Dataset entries
------------------------

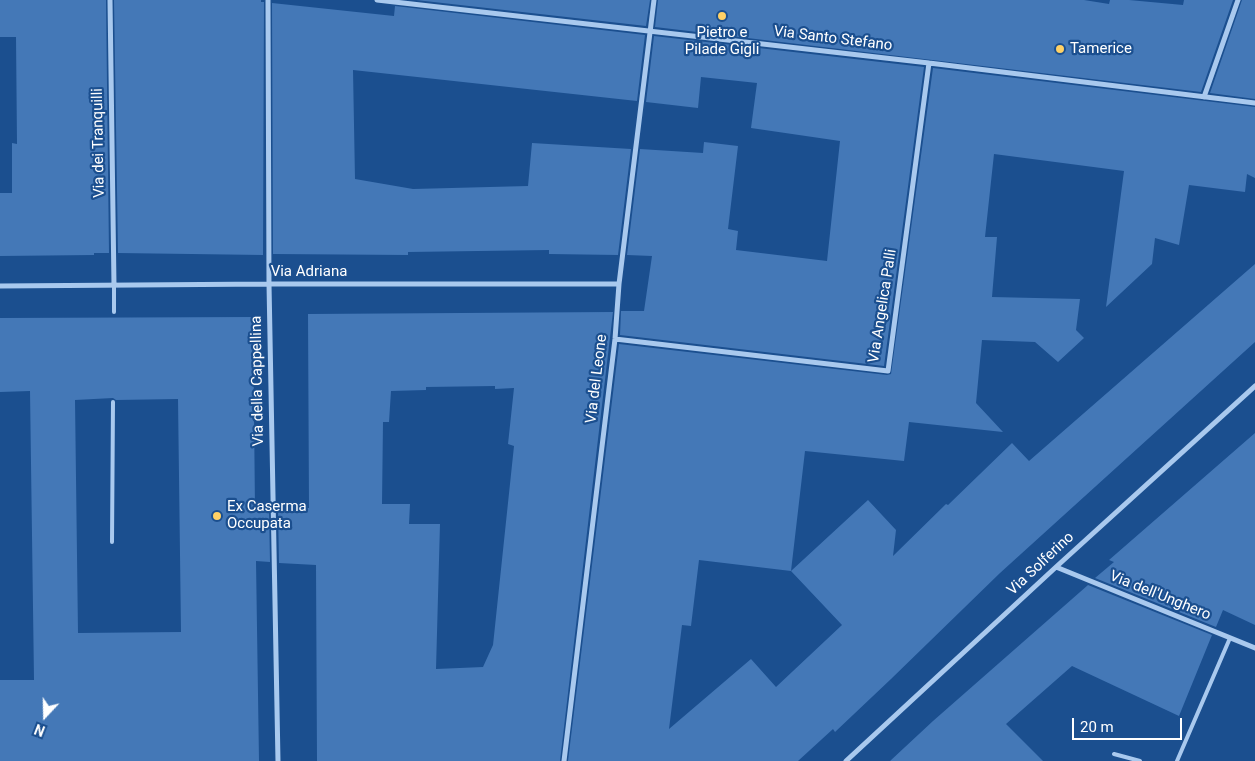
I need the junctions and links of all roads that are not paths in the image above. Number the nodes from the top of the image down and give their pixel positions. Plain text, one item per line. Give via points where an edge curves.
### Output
1 (110, 0) edge
2 (268, 0) edge
3 (377, 0) edge
4 (654, 0) edge
5 (1238, 0) edge
6 (651, 30) junction
7 (929, 63) junction
8 (1204, 96) junction
9 (1255, 103) edge
10 (269, 284) junction
11 (619, 284) junction
12 (114, 285) junction
13 (0, 286) edge
14 (114, 312) dead end
15 (615, 339) junction
16 (1255, 386) edge
17 (113, 402) dead end
18 (112, 542) dead end
19 (1056, 567) junction
20 (1230, 638) junction
21 (1255, 648) edge
22 (1114, 754) dead end
23 (278, 761) edge
24 (564, 761) edge
25 (846, 761) edge
26 (1140, 761) edge
27 (1177, 761) edge

1 - 12 street, Via dei Tranquilli
2 - 10 street, Via della Cappellina
3 - 6 street, Via Santo Stefano
4 - 6 street, Via del Leone
5 - 8 street
6 - 7 street, Via Santo Stefano
6 - 11 street, Via del Leone
7 - 8 street, Via Santo Stefano
7 - 15 street, Via Angelica Palli via 888,371
8 - 9 street, Via Santo Stefano
10 - 11 street, Via Adriana
10 - 12 street, Via Adriana
10 - 23 street, Via della Cappellina
11 - 15 street, Via del Leone
12 - 13 street, Via Adriana
12 - 14 lane
15 - 24 street, Via del Leone
16 - 19 street, Via Solferino
17 - 18 lane
19 - 20 street, Via dell'Unghero
19 - 25 street, Via Solferino
20 - 21 street, Via dell'Unghero
20 - 27 lane
22 - 26 lane

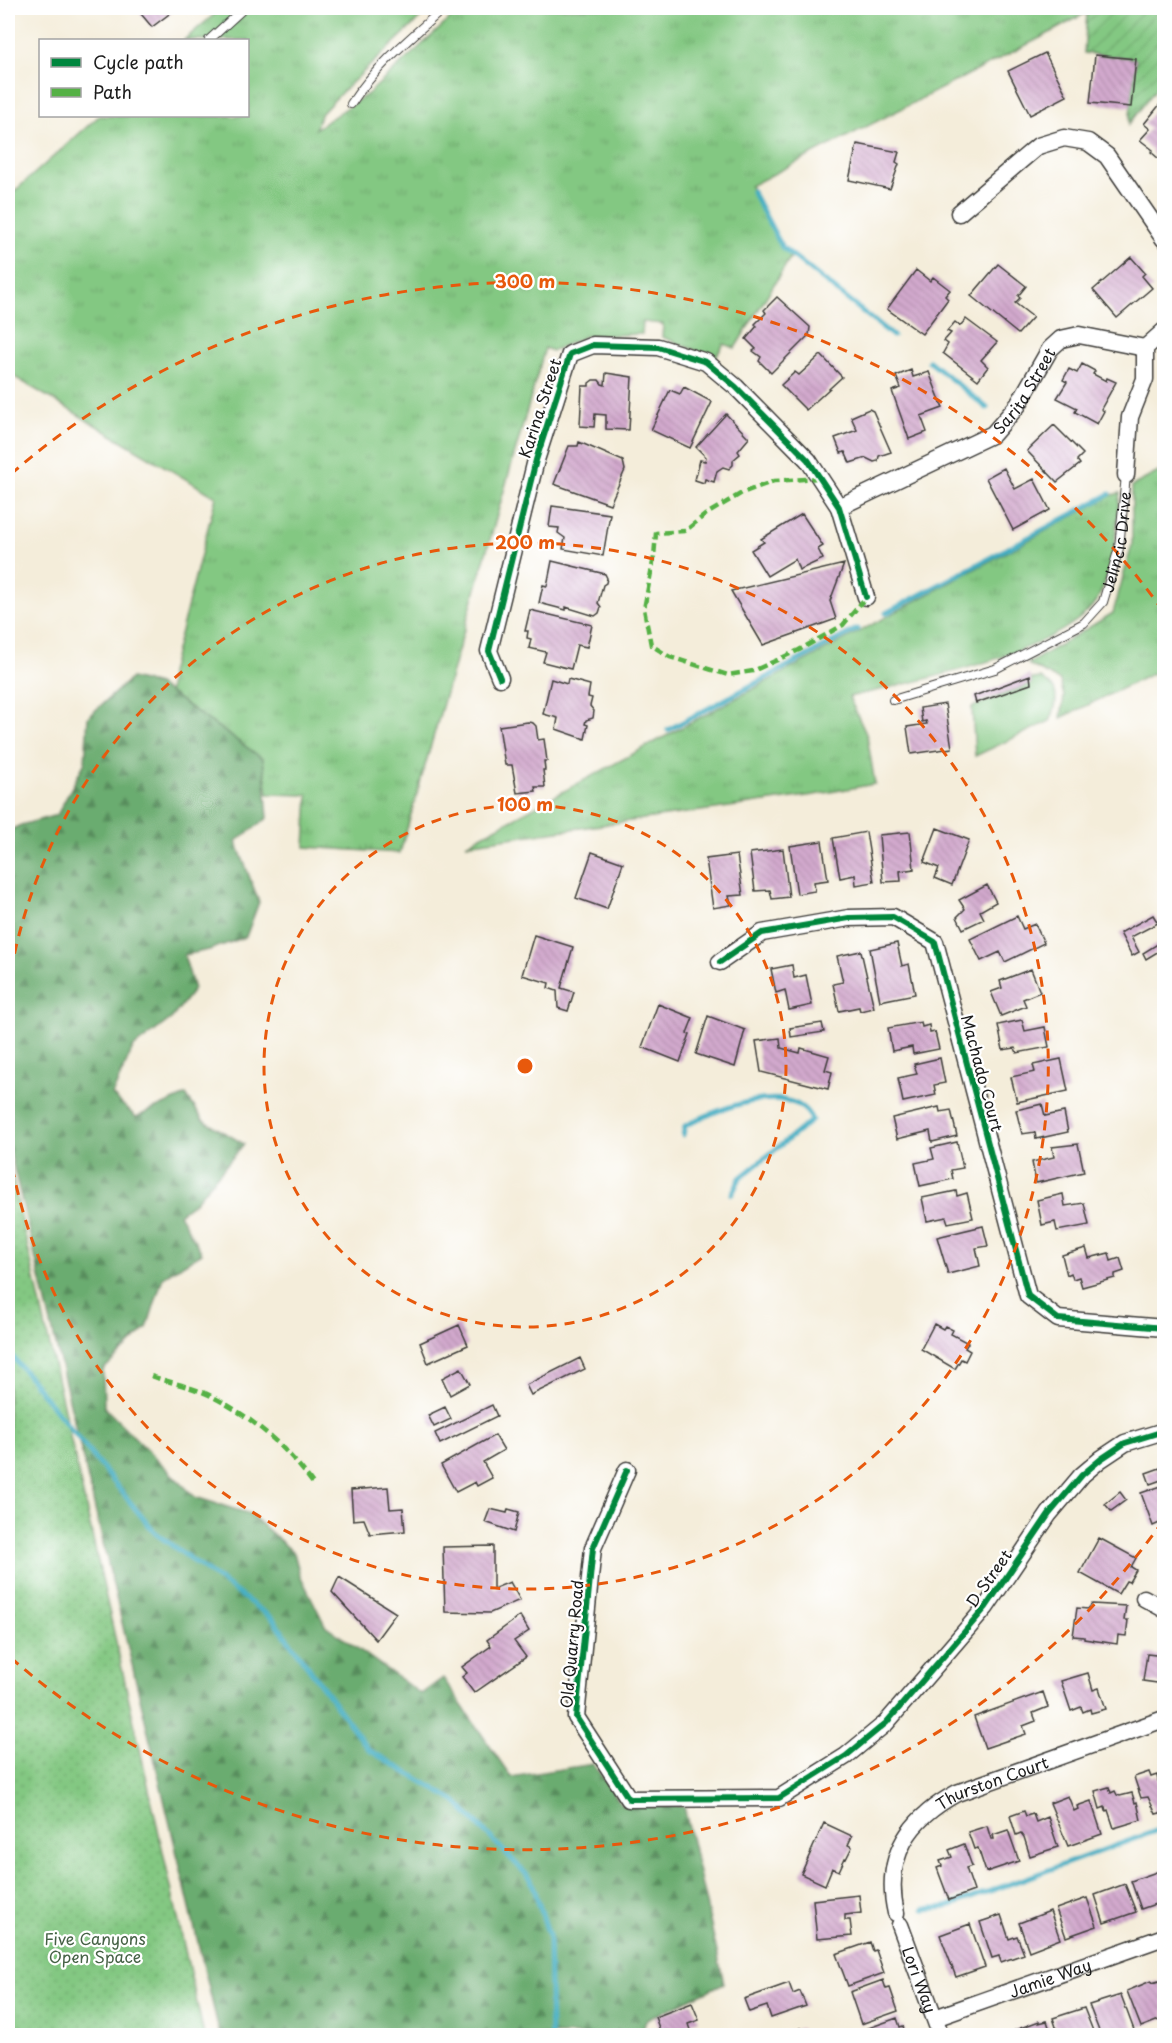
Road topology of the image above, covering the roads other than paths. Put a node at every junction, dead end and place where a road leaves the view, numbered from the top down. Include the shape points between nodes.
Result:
1 (244, 8) edge
2 (444, 8) edge
3 (210, 39) edge
4 (351, 104) dead end
5 (959, 213) dead end
6 (1164, 239) edge
7 (1164, 331) edge
8 (1146, 348) junction
9 (1126, 475) joint
10 (839, 507) junction
11 (866, 597) dead end
12 (500, 678) dead end
13 (893, 700) dead end
14 (720, 962) dead end
15 (1164, 1328) edge
16 (1163, 1432) edge
17 (627, 1470) dead end
18 (1144, 1598) dead end
19 (1164, 1609) edge
20 (1164, 1719) edge
21 (846, 1756) joint
22 (898, 1919) joint
23 (1164, 1937) edge
24 (935, 2018) junction
25 (941, 2036) edge

1 - 3 lane
2 - 4 lane via 363,86
5 - 6 street via 1038,146 1064,138 1088,142 1107,156
7 - 8 street
8 - 9 street, Jelincic Drive via 1145,379 1130,417
8 - 10 street, Sarita Street via 1079,335 1060,339 1050,349 1018,405 993,434
9 - 13 lane, Jelincic Drive via 1119,548 1103,602 1083,623 995,669
10 - 11 street, Karina Street
10 - 12 street, Karina Street via 808,460 706,362 658,347 593,345 570,354 536,460 489,651
14 - 15 street, Machado Court via 762,933 849,918 893,917 934,942 1028,1296 1058,1319
16 - 21 street, D Street via 1125,1443 1082,1475 1049,1514 986,1607 886,1723
17 - 21 street, Old Quarry Road via 593,1548 576,1717 629,1798 779,1798
18 - 19 street
20 - 22 street, Thurston Court via 936,1804 904,1839 896,1861 893,1882
22 - 24 street, Lori Way
23 - 24 street, Jamie Way
24 - 25 street, Lori Way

------------------------

**What this task involves:** Search the entries for "Santo" and copy out each line that has it.

**Answer below:**
3 - 6 street, Via Santo Stefano
6 - 7 street, Via Santo Stefano
7 - 8 street, Via Santo Stefano
8 - 9 street, Via Santo Stefano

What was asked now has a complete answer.